__WORK ITEM__:
Look through the data for the string "Calle". Copy every line where it is found.

__GIVEN RECORDS__:
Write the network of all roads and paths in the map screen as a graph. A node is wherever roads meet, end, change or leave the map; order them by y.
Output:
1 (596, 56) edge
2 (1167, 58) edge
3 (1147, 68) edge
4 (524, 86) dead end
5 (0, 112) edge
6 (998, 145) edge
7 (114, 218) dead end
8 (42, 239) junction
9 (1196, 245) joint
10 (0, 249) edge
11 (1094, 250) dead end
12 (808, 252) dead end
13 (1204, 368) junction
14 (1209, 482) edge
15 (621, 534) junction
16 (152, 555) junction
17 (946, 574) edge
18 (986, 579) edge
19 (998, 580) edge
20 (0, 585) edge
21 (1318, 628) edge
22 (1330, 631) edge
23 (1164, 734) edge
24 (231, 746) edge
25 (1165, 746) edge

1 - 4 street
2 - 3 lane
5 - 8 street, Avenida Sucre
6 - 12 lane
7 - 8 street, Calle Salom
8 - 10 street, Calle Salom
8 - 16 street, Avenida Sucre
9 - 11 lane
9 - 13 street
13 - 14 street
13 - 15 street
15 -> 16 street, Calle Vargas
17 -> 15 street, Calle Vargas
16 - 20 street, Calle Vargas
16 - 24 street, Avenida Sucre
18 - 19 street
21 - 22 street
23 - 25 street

__RESPONSE AREA__:
7 - 8 street, Calle Salom
8 - 10 street, Calle Salom
15 -> 16 street, Calle Vargas
17 -> 15 street, Calle Vargas
16 - 20 street, Calle Vargas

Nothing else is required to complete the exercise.